As the spoken languages of Africa elevated tonality to a crucial role, the drum language went a difficult step further. It employed tone and only tone. It was a language of a single pair of phonemes, a language composed entirely of pitch contours. The drums varied in materials and craft. Some were slit gongs, tubes of padauk wood, hollow, cut with a long and narrow mouth to make a high-sounding lip and a low-sounding lip; others had skin tops, and these were used in pairs. All that mattered was for the drums to sound two distinct notes, at an interval of about a major third.

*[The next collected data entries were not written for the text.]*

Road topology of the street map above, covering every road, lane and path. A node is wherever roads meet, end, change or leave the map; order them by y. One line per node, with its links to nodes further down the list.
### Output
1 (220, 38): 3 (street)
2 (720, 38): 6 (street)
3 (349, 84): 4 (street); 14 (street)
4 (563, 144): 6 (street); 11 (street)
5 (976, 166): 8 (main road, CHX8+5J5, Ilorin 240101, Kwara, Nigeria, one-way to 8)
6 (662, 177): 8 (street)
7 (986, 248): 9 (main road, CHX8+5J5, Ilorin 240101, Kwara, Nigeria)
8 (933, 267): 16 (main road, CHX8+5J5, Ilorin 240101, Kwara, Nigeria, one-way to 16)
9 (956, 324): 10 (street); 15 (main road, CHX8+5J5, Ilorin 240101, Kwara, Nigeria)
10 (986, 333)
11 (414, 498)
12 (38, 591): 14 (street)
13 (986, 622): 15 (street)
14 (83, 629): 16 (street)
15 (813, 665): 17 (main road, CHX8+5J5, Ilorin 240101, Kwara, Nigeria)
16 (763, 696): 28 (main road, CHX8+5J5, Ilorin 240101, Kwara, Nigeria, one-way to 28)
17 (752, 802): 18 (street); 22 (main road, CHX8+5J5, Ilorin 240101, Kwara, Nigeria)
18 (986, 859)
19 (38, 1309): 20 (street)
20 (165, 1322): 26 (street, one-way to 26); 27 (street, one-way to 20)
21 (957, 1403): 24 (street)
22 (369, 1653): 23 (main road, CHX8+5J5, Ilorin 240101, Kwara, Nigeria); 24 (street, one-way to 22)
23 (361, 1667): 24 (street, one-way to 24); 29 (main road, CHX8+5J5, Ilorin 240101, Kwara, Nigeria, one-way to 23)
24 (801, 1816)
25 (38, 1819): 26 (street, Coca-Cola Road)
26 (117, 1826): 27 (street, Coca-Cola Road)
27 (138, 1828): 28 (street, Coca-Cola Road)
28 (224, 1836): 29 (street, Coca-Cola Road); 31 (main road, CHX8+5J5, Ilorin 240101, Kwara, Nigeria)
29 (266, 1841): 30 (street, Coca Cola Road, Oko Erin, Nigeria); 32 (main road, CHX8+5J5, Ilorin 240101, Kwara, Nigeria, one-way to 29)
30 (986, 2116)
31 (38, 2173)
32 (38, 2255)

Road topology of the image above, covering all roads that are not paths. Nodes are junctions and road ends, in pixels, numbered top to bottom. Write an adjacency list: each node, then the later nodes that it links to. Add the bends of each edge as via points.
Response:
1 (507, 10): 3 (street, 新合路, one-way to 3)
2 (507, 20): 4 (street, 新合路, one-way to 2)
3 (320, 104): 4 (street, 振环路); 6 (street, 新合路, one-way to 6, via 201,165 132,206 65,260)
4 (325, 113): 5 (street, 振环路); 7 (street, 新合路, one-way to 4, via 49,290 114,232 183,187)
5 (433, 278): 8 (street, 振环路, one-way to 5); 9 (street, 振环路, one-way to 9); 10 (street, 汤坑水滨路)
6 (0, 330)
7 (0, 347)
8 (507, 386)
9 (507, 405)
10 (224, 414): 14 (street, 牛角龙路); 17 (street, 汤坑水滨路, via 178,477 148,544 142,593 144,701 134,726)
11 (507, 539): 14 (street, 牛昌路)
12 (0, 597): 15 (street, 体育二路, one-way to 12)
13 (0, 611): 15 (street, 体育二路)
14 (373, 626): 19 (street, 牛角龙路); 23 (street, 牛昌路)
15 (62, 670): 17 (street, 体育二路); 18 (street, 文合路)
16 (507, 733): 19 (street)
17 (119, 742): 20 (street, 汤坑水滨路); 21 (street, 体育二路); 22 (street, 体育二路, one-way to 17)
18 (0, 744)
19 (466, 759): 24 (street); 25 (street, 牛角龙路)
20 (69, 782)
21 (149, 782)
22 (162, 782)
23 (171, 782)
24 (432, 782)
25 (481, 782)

So in mapping the spoken language to the drum language, information was lost. The drum talk was speech with a deficit. For every village and every tribe, the drum language began with the spoken word and shed the consonants and vowels. That was a lot to lose. The remaining information stream would be riddled with ambiguity. A double stroke on the high-tone lip of the drum [ ––] matched the tonal pattern of the Kele word for father, sango , but naturally it could just as well be songe , the moon; koko , fowl; fele , a species of fish; or any other word of two high tones. Even the limited dictionary of the missionaries at Yakusu contained 130 such words. Having reduced spoken words, in all their sonic richness, to such a minimal code, how could the drums distinguish them? The answer lay partly in stress and timing, but these could not compensate for the lack of consonants and vowels. Thus, Carrington discovered, a drummer would invariably add “a little phrase” to each short word. Songe , the moon, is rendered as songe li tange la manga— “the moon looks down at the earth.” Koko , the fowl, is rendered koko olongo la bokiokio— “the fowl, the little one that says kiokio.” The extra drumbeats, far from being extraneous, provide context. Every ambiguous word begins in a cloud of possible alternative interpretations; then the unwanted possibilities evaporate. This takes place below the level of consciousness. Listeners are hearing only staccato drum tones, low and high, but in effect they “hear” the missing consonants and vowels, too. For that matter, they hear whole phrases, not individual words. “Among peoples who know nothing of writing or grammar, a word per se , cut out of its sound group, seems almost to cease to be an intelligible articulation,” Captain Rattray reported.